Raukar was born to an ethnic Croat family in the east Syrmian town of Ruma (today located in Vojvodina, Serbia). She began singing in the school choir in high school in Zagreb. Her professional singer career began accidentally in 1943. One of members of Trio Delinski was ill and there was an urgent need for replacement. Valerija Raukar was literally dragged by her friends into the studio of Krugovalna postaja Zagreb. She sang with Trio Delinski until the end of World War II. Afterwards she continued as a vocal soloist, sometimes making records with dance orchestras.

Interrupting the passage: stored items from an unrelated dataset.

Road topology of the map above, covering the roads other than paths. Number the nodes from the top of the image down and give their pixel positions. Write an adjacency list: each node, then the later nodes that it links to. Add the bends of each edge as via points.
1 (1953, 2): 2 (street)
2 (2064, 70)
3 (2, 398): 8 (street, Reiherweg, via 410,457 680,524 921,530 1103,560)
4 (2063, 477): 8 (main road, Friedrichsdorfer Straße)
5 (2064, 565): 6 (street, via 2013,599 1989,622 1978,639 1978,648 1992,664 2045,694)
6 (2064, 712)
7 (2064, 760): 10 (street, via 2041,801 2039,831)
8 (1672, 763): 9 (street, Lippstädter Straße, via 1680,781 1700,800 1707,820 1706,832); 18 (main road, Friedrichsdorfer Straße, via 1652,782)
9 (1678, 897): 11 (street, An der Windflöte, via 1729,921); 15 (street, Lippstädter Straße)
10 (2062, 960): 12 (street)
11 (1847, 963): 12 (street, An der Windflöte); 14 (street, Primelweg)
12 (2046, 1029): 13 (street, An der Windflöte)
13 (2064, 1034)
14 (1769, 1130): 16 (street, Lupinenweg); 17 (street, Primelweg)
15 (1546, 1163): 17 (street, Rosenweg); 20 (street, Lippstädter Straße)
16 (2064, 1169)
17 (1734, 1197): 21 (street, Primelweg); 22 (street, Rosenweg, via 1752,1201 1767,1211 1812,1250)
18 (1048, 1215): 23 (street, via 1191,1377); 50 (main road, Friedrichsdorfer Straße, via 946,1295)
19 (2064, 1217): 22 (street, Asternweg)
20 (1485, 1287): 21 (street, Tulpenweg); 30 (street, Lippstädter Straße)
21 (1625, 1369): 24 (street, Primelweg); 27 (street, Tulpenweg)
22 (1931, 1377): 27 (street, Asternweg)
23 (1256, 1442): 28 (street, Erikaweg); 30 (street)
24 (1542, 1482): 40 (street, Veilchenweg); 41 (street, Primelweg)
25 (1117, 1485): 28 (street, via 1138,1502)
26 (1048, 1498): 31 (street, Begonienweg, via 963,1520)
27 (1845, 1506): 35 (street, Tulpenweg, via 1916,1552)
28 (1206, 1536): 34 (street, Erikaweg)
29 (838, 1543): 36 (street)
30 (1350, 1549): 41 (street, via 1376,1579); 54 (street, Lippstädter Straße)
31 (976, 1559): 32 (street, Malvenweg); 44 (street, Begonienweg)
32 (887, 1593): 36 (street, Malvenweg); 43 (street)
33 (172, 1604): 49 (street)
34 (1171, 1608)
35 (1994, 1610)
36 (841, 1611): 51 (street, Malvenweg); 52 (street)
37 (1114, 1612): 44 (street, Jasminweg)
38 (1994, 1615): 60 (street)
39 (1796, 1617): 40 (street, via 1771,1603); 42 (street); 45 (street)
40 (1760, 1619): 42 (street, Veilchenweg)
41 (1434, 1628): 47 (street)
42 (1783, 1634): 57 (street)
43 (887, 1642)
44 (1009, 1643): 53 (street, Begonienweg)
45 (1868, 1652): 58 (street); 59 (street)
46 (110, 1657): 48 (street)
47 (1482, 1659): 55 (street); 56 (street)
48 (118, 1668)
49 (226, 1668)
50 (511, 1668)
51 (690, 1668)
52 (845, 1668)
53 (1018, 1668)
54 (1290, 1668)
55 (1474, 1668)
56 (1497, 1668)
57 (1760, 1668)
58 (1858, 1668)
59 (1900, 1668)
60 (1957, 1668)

She studied architecture in Zagreb and graduated in 1955. She was married twice. Her first marriage was with known pre-World War II Croatian jazz musician Bojan Hohnjec, who influenced her early singing style. Her second husband was known Croatian jazz musician, drummer Marjan Moša Marjanović. In 1960 Rajka Vali moved with her husband to Germany, where she continued her singer career. She also had concerts in France, Spain and Germany. She ended her singing career due to her career as architect. In Germany she specialized medical technique and projecting, so she designed several clinics and hospitals.

In the 1980s she returned to Zagreb, Croatia, where she died in 2011.

== Discography ==
Rajka Vali recorded 26 singles for Jugoton in the period of 1951 to 1957. Only 19 of those records are saved.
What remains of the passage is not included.